Records START
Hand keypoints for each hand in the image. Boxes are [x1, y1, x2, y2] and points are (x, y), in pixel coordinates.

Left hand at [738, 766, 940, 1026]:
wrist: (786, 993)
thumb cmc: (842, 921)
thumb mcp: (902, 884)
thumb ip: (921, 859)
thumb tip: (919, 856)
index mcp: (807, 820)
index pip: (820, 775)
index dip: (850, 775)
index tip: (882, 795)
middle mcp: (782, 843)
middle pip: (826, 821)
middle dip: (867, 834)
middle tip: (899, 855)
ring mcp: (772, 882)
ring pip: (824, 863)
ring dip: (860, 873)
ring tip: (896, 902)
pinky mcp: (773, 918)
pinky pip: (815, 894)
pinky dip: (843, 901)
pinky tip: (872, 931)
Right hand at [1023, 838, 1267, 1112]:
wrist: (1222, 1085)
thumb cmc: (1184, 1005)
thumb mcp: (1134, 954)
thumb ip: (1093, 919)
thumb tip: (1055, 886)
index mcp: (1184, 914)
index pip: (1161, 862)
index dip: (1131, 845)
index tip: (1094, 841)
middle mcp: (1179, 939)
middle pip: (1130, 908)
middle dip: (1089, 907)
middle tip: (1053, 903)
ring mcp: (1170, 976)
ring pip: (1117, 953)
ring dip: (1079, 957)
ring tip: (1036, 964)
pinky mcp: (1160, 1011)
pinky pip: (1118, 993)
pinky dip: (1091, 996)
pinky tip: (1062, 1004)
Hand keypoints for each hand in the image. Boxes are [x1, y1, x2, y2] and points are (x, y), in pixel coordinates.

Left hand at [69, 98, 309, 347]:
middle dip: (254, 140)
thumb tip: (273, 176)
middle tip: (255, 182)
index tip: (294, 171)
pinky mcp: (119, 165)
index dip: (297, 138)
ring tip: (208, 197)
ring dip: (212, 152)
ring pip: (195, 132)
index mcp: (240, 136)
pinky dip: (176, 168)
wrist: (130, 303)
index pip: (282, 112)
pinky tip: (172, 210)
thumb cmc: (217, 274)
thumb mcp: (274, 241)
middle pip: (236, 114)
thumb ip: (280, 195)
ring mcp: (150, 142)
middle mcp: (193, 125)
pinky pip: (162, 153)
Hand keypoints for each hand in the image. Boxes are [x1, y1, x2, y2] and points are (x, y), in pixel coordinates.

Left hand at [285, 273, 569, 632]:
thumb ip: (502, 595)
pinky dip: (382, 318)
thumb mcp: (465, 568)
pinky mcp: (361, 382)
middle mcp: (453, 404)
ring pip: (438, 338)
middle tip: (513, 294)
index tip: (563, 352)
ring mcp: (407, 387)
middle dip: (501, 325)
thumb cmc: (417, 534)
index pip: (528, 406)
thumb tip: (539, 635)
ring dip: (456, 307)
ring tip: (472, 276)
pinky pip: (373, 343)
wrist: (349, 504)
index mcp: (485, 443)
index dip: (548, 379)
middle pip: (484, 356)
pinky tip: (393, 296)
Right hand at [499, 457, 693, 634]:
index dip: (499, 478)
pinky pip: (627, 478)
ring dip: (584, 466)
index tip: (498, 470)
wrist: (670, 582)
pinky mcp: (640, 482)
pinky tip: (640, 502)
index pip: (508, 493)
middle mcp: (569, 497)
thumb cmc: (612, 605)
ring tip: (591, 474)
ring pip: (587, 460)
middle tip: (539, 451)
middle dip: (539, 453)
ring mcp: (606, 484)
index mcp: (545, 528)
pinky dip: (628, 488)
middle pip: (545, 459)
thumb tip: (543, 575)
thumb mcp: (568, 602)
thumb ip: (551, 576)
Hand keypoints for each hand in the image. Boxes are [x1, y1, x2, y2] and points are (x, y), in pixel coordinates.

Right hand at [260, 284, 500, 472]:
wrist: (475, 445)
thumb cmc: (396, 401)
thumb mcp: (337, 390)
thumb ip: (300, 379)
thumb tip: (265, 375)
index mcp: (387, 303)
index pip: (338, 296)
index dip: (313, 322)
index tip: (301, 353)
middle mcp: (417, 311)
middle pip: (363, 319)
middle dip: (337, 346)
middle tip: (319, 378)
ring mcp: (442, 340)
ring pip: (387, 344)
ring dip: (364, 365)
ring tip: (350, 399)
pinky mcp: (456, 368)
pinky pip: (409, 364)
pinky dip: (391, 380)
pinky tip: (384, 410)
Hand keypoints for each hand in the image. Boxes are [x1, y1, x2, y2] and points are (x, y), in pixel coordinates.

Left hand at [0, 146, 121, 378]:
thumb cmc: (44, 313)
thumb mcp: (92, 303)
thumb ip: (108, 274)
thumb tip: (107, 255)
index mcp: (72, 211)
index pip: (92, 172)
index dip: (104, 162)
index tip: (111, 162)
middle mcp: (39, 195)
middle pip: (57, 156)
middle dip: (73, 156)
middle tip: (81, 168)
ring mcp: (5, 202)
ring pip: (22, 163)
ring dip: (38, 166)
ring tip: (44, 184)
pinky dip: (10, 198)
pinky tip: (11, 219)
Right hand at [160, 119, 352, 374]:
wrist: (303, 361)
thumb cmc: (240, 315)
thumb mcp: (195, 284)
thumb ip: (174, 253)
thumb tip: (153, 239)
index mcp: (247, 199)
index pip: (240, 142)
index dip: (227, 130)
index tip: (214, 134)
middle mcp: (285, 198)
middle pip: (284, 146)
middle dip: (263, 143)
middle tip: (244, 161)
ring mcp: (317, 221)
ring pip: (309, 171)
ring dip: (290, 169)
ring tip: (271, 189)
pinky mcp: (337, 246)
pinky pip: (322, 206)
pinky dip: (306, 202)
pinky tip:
Records END
However many lines the data holds, return each one exactly.

Hand keypoints for each hand in the image. Boxes are [x1, y1, x2, y2] and points are (x, y), in pixel coordinates.

Left hand at [738, 766, 940, 1026]:
wrist: (786, 993)
thumb cmc: (842, 921)
thumb mcp: (902, 884)
thumb ip: (921, 859)
thumb tip: (919, 856)
index mcp: (807, 820)
index pip: (820, 775)
index dip: (850, 775)
index tip: (882, 795)
middle mcp: (782, 843)
middle pip: (826, 821)
middle dip: (867, 834)
middle tip: (899, 855)
ring mcp: (772, 882)
ring pip: (824, 863)
ring dip: (860, 873)
ring tip: (896, 902)
pinky mcp: (773, 918)
pinky pip: (815, 894)
pinky dip: (843, 901)
pinky tip: (872, 931)
Right hand at [1023, 838, 1267, 1112]:
wrist: (1222, 1085)
thumb cmc: (1184, 1005)
thumb mcp: (1134, 954)
thumb ip: (1093, 919)
thumb tip: (1055, 886)
index mcp: (1184, 914)
index pip: (1161, 862)
index dip: (1131, 845)
index tip: (1094, 841)
middle mcp: (1179, 939)
middle pip: (1130, 908)
middle dip: (1089, 907)
middle tip: (1053, 903)
ring mcp: (1170, 976)
ring pip: (1117, 953)
ring dip: (1079, 957)
ring tip: (1036, 964)
pinky mcp: (1160, 1011)
pinky pip: (1118, 993)
pinky dip: (1091, 996)
pinky tip: (1062, 1004)
Hand keypoints for each hand in the image. Boxes are [x1, y1, x2, y2] and points are (x, y), in pixel coordinates.

Left hand at [69, 98, 309, 347]:
middle dip: (254, 140)
thumb tip: (273, 176)
middle tip: (255, 182)
index tip: (294, 171)
pinky mcp: (119, 165)
index dip: (297, 138)
ring tip: (208, 197)
ring dip: (212, 152)
ring pip: (195, 132)
index mcp: (240, 136)
pinky dip: (176, 168)
wrist: (130, 303)
index pip: (282, 112)
pinky tip: (172, 210)
thumb cmc: (217, 274)
thumb mcp: (274, 241)
middle pip: (236, 114)
thumb ip: (280, 195)
ring mcp: (150, 142)
middle mcp: (193, 125)
pinky pip: (162, 153)
Hand keypoints for each hand in the image. Boxes are [x1, y1, x2, y2] and points are (x, y), in pixel coordinates.

Left hand at [285, 273, 569, 632]:
thumb ip: (502, 595)
pinky dip: (382, 318)
thumb mcp: (465, 568)
pinky mcp: (361, 382)
middle mcp: (453, 404)
ring pip: (438, 338)
middle tip: (513, 294)
index tip: (563, 352)
ring mcp: (407, 387)
middle dip: (501, 325)
thumb cmc: (417, 534)
index pip: (528, 406)
thumb tip: (539, 635)
ring dip: (456, 307)
ring tip: (472, 276)
pinky pip: (373, 343)
wrist: (349, 504)
index mcp: (485, 443)
index dip: (548, 379)
middle pip: (484, 356)
pinky tip: (393, 296)
Right hand at [499, 457, 693, 634]:
index dip: (499, 478)
pinky pip: (627, 478)
ring dip: (584, 466)
index tip: (498, 470)
wrist: (670, 582)
pinky mcp: (640, 482)
pinky tip: (640, 502)
index pip: (508, 493)
middle mcp: (569, 497)
thumb cmc: (612, 605)
ring tip: (591, 474)
ring pip: (587, 460)
middle tip: (539, 451)
middle dip: (539, 453)
ring mcp: (606, 484)
index mcp: (545, 528)
pinky dip: (628, 488)
middle pip: (545, 459)
thumb tip: (543, 575)
thumb mcp: (568, 602)
thumb ip: (551, 576)
Hand keypoints for each hand in the image. Boxes are [x1, y1, x2, y2] and points are (x, y), in pixel coordinates.

Right hand at [260, 284, 500, 472]:
wrist: (475, 445)
thumb cmc: (396, 401)
thumb mcp: (337, 390)
thumb ip: (300, 379)
thumb tip: (265, 375)
index mcp: (387, 303)
index pip: (338, 296)
index dip: (313, 322)
index tip: (301, 353)
middle mcp: (417, 311)
middle pip: (363, 319)
middle dip: (337, 346)
middle tip: (319, 378)
ring mcp: (442, 340)
ring pip: (387, 344)
ring dip: (364, 365)
ring tip: (350, 399)
pinky mcp: (456, 368)
pinky pip: (409, 364)
pinky dip: (391, 380)
pinky tip: (384, 410)
Hand keypoints for each hand in the image. Boxes are [x1, y1, x2, y2] and points are (x, y), in pixel coordinates.

Left hand at [0, 146, 121, 378]:
thumb cmc: (44, 313)
thumb mcp: (92, 303)
thumb ip: (108, 274)
thumb tip: (107, 255)
index mcp: (72, 211)
index pip: (92, 172)
index dip: (104, 162)
index tip: (111, 162)
middle mcp: (39, 195)
middle pip: (57, 156)
middle dip: (73, 156)
middle tip: (81, 168)
ring mcp: (5, 202)
ring pip: (22, 163)
ring dip: (38, 166)
ring tip: (44, 184)
pinky dip: (10, 198)
pinky tip: (11, 219)
Right hand at [160, 119, 352, 374]:
wrist: (303, 361)
thumb cmc: (240, 315)
thumb mcp: (195, 284)
thumb ip: (174, 253)
thumb tip: (153, 239)
index mcp: (247, 199)
index pip: (240, 142)
index dip: (227, 130)
index tip: (214, 134)
middle mcp: (285, 198)
middle pip: (284, 146)
middle dip: (263, 143)
middle tip: (244, 161)
ring mcp: (317, 221)
ring pip: (309, 171)
ring dip: (290, 169)
ring tip: (271, 189)
pinky mcp: (337, 246)
pinky pip: (322, 206)
pinky dip: (306, 202)
pinky tip:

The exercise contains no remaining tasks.